--- WHAT TO PRODUCE ---
Each entry must be restated word for word, with nothing omitted.

--- DATA PROVIDED ---

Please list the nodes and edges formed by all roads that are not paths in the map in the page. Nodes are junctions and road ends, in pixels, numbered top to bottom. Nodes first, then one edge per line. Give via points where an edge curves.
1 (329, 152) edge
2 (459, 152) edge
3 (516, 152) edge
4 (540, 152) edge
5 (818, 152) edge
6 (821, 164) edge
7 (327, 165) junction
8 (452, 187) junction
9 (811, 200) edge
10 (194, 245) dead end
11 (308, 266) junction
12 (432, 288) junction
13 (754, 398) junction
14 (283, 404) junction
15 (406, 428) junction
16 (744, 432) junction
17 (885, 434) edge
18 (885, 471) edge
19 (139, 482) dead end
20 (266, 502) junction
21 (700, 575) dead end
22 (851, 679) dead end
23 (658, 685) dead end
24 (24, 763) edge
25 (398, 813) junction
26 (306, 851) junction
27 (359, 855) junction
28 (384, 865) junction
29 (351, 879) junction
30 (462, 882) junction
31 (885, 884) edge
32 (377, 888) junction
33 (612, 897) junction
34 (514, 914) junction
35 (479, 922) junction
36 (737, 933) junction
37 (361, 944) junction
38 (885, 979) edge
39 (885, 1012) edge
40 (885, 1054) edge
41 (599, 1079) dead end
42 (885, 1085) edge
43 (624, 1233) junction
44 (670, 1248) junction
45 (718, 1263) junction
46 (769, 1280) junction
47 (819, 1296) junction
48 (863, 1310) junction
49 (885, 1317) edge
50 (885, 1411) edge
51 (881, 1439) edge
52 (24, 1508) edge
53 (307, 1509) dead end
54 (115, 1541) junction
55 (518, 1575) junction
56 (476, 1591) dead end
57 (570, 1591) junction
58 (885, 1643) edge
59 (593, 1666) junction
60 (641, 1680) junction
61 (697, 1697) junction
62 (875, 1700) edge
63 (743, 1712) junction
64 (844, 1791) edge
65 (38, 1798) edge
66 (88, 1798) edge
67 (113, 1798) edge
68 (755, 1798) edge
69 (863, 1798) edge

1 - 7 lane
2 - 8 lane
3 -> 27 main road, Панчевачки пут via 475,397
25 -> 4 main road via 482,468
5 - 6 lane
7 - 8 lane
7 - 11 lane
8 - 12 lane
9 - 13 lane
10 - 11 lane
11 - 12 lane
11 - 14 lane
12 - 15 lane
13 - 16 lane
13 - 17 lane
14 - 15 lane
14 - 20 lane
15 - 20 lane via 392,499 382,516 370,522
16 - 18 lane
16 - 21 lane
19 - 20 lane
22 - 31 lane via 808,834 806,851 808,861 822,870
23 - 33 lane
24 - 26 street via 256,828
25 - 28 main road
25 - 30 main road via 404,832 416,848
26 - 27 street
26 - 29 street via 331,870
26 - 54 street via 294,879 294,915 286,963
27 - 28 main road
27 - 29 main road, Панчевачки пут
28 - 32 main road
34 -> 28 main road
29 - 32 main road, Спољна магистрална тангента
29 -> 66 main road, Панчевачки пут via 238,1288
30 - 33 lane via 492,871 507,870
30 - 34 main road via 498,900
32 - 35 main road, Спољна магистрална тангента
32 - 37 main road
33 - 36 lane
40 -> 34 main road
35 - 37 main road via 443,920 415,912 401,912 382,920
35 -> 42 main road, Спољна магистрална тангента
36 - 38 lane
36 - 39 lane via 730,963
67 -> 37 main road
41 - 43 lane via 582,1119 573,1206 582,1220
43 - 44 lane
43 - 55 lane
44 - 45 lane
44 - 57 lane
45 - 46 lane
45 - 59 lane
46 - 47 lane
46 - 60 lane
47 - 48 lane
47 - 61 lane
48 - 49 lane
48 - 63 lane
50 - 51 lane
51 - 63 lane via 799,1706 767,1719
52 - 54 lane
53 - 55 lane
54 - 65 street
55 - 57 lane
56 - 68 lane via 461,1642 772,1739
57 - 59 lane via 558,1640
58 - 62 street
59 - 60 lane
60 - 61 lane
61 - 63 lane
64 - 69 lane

--- OUTPUT OF THE TASK ---
Please list the nodes and edges formed by all roads that are not paths in the map in the page. Nodes are junctions and road ends, in pixels, numbered top to bottom. Nodes first, then one edge per line. Give via points where an edge curves.
1 (329, 152) edge
2 (459, 152) edge
3 (516, 152) edge
4 (540, 152) edge
5 (818, 152) edge
6 (821, 164) edge
7 (327, 165) junction
8 (452, 187) junction
9 (811, 200) edge
10 (194, 245) dead end
11 (308, 266) junction
12 (432, 288) junction
13 (754, 398) junction
14 (283, 404) junction
15 (406, 428) junction
16 (744, 432) junction
17 (885, 434) edge
18 (885, 471) edge
19 (139, 482) dead end
20 (266, 502) junction
21 (700, 575) dead end
22 (851, 679) dead end
23 (658, 685) dead end
24 (24, 763) edge
25 (398, 813) junction
26 (306, 851) junction
27 (359, 855) junction
28 (384, 865) junction
29 (351, 879) junction
30 (462, 882) junction
31 (885, 884) edge
32 (377, 888) junction
33 (612, 897) junction
34 (514, 914) junction
35 (479, 922) junction
36 (737, 933) junction
37 (361, 944) junction
38 (885, 979) edge
39 (885, 1012) edge
40 (885, 1054) edge
41 (599, 1079) dead end
42 (885, 1085) edge
43 (624, 1233) junction
44 (670, 1248) junction
45 (718, 1263) junction
46 (769, 1280) junction
47 (819, 1296) junction
48 (863, 1310) junction
49 (885, 1317) edge
50 (885, 1411) edge
51 (881, 1439) edge
52 (24, 1508) edge
53 (307, 1509) dead end
54 (115, 1541) junction
55 (518, 1575) junction
56 (476, 1591) dead end
57 (570, 1591) junction
58 (885, 1643) edge
59 (593, 1666) junction
60 (641, 1680) junction
61 (697, 1697) junction
62 (875, 1700) edge
63 (743, 1712) junction
64 (844, 1791) edge
65 (38, 1798) edge
66 (88, 1798) edge
67 (113, 1798) edge
68 (755, 1798) edge
69 (863, 1798) edge

1 - 7 lane
2 - 8 lane
3 -> 27 main road, Панчевачки пут via 475,397
25 -> 4 main road via 482,468
5 - 6 lane
7 - 8 lane
7 - 11 lane
8 - 12 lane
9 - 13 lane
10 - 11 lane
11 - 12 lane
11 - 14 lane
12 - 15 lane
13 - 16 lane
13 - 17 lane
14 - 15 lane
14 - 20 lane
15 - 20 lane via 392,499 382,516 370,522
16 - 18 lane
16 - 21 lane
19 - 20 lane
22 - 31 lane via 808,834 806,851 808,861 822,870
23 - 33 lane
24 - 26 street via 256,828
25 - 28 main road
25 - 30 main road via 404,832 416,848
26 - 27 street
26 - 29 street via 331,870
26 - 54 street via 294,879 294,915 286,963
27 - 28 main road
27 - 29 main road, Панчевачки пут
28 - 32 main road
34 -> 28 main road
29 - 32 main road, Спољна магистрална тангента
29 -> 66 main road, Панчевачки пут via 238,1288
30 - 33 lane via 492,871 507,870
30 - 34 main road via 498,900
32 - 35 main road, Спољна магистрална тангента
32 - 37 main road
33 - 36 lane
40 -> 34 main road
35 - 37 main road via 443,920 415,912 401,912 382,920
35 -> 42 main road, Спољна магистрална тангента
36 - 38 lane
36 - 39 lane via 730,963
67 -> 37 main road
41 - 43 lane via 582,1119 573,1206 582,1220
43 - 44 lane
43 - 55 lane
44 - 45 lane
44 - 57 lane
45 - 46 lane
45 - 59 lane
46 - 47 lane
46 - 60 lane
47 - 48 lane
47 - 61 lane
48 - 49 lane
48 - 63 lane
50 - 51 lane
51 - 63 lane via 799,1706 767,1719
52 - 54 lane
53 - 55 lane
54 - 65 street
55 - 57 lane
56 - 68 lane via 461,1642 772,1739
57 - 59 lane via 558,1640
58 - 62 street
59 - 60 lane
60 - 61 lane
61 - 63 lane
64 - 69 lane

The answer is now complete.